We provide a transparent appeals process for customers who feel that their business borrowing decision (both accepted and declined) has been unfair.
Can I appeal a borrowing decision?
You can appeal a decision for both declined and accepted business borrowing decisions. An accepted borrowing decision can be appealed if there are conditions that have been applied to you in a way that you feel is unfair.
For example, if you feel that the security requirements, covenants, loan duration, product type, pre-conditions and repayment schedules are unjust in any way, you have the right to appeal against these within 30 days of the decision being communicated.
Am I able to appeal my borrowing decision?
Before you begin your appeal, please ensure that you meet the criteria outlined below:
YYou have made a request to NatWest for borrowing
YYou or your business isn't subject to formal demand, enforcement or legal proceedings
YYour annual business turnover is up to £25m
TThe appeal does not relate to the costs of borrowing, agreed fees or standard terms applied by the Bank to the Borrowing Agreement
What happens once I start my appeal?
- You will receive a notification acknowledging your request within 24 hours of receipt of the appeal (excluding weekends and bank holidays)

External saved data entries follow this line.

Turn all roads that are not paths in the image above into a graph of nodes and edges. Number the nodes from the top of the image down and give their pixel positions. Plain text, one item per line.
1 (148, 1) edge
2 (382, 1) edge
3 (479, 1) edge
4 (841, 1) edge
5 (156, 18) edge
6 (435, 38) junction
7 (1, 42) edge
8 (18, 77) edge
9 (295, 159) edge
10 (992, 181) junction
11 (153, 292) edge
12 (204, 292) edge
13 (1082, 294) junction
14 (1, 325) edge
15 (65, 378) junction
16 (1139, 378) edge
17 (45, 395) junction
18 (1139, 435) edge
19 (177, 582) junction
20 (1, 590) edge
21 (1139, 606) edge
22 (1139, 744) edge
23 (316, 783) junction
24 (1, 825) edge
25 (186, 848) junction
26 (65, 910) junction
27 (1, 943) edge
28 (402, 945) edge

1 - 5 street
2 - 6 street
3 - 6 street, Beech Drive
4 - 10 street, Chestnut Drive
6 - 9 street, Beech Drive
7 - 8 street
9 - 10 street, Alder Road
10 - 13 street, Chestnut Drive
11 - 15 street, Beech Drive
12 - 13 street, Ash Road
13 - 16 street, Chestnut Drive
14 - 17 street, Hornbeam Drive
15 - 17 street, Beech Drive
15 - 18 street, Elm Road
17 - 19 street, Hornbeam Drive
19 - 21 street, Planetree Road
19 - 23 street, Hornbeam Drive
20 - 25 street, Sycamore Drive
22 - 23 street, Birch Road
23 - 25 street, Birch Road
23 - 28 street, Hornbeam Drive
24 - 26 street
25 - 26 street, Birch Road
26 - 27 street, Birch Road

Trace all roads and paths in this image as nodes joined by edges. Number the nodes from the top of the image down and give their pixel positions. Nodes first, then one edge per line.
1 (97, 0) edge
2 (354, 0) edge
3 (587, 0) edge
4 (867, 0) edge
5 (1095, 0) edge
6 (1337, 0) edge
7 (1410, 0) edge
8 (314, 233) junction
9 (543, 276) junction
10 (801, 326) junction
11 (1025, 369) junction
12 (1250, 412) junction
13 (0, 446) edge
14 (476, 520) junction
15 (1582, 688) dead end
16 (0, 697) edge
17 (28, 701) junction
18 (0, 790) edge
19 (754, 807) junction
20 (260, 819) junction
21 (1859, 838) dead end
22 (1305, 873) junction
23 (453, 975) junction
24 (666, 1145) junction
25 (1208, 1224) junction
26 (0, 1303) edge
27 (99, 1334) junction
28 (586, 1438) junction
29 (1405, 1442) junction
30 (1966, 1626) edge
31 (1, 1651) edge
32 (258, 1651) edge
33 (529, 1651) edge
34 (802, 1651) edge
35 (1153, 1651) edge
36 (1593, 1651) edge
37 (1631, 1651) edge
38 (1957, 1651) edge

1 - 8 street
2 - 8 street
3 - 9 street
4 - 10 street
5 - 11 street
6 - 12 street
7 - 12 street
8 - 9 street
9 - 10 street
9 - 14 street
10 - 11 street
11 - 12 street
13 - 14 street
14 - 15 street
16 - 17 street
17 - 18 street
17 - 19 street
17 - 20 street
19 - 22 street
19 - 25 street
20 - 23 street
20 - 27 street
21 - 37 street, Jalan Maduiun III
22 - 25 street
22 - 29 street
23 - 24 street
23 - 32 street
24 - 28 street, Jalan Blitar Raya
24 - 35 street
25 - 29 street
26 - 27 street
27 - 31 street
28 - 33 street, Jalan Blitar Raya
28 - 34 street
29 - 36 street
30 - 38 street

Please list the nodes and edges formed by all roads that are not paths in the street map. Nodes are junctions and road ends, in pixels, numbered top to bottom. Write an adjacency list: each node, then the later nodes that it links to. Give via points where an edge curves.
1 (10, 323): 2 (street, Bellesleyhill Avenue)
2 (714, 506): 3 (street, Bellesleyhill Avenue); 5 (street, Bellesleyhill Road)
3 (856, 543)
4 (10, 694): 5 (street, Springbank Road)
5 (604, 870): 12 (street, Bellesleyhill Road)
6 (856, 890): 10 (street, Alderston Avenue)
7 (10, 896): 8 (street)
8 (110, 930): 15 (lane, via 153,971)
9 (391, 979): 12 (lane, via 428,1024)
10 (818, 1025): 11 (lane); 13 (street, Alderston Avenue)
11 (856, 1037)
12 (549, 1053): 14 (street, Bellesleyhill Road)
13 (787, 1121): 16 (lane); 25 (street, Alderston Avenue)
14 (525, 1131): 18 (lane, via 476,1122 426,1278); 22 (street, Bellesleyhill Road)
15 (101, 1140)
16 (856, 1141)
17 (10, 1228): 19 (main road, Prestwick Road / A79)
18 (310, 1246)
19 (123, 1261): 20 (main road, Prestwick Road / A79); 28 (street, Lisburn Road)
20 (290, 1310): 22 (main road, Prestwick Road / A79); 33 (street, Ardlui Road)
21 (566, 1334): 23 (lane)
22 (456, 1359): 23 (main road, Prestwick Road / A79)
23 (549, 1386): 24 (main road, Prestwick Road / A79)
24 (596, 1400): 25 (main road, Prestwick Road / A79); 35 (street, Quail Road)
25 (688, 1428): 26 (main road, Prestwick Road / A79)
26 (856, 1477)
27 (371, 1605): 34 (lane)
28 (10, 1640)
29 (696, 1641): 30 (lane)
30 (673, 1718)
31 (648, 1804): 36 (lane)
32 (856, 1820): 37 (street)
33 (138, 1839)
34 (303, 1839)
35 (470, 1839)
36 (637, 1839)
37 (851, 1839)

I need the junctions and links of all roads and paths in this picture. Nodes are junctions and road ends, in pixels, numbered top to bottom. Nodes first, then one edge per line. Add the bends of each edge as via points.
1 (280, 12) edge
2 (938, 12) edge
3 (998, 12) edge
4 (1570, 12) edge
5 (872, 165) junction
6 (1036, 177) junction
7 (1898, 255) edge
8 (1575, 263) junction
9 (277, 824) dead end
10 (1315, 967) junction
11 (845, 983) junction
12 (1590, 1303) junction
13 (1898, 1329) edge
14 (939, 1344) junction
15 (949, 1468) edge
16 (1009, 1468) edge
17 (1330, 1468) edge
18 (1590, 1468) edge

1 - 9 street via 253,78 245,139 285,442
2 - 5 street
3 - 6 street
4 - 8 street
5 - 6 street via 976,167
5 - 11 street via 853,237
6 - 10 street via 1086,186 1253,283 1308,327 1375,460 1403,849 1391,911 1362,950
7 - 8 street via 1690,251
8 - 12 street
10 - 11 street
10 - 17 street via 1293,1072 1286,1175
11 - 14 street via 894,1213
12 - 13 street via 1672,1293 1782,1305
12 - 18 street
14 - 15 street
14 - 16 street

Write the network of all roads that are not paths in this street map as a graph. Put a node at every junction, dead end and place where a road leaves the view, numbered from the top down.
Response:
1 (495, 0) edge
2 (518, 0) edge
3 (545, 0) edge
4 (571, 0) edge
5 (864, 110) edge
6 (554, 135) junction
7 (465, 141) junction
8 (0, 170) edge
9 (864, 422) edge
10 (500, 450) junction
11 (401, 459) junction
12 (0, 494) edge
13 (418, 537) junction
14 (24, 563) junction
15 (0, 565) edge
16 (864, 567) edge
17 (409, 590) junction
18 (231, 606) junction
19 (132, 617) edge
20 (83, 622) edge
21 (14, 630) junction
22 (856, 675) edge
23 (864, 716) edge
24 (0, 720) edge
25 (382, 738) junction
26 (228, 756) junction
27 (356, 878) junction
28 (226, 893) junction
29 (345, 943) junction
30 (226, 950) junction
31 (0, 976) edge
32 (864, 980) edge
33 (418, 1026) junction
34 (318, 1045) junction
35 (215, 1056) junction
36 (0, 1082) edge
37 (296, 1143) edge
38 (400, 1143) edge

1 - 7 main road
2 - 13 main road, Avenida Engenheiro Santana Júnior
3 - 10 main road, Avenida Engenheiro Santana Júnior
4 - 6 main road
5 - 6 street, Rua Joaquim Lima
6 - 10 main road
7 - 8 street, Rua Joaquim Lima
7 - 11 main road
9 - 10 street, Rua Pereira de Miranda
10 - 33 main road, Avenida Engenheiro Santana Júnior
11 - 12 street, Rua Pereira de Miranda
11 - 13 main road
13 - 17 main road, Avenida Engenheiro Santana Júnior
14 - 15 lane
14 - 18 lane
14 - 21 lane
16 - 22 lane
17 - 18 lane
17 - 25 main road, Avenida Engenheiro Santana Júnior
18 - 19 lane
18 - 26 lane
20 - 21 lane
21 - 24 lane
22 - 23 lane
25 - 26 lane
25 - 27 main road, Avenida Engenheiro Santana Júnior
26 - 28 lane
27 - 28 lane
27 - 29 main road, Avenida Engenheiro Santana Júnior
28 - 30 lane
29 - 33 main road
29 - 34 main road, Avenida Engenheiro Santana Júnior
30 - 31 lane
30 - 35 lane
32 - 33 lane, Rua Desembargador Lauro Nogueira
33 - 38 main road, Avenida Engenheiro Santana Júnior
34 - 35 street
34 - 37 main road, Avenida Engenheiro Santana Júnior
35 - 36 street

- We are committed to providing you with a response within 30 days of receiving your appeal (85% of appeals are resolved within 15 working days)
- If your appeal is not eligible you will be advised in writing within three working days to explain why
- Your Relationship Manager, if you have one, will be made aware of your appeal
- We will phone you to discuss the outcome of your appeal and we will also confirm our decision in writing or email to you
What can I do if I do not have the right to appeal?
If your appeal doesn't fall under the guidelines above, then you may want to make a formal complaint. You have the right to refer the matter to the Financial Ombudsman Service. While borrowing decisions would not normally fall within the Ombudsman's jurisdiction, they may review decisions on a case-by-case basis.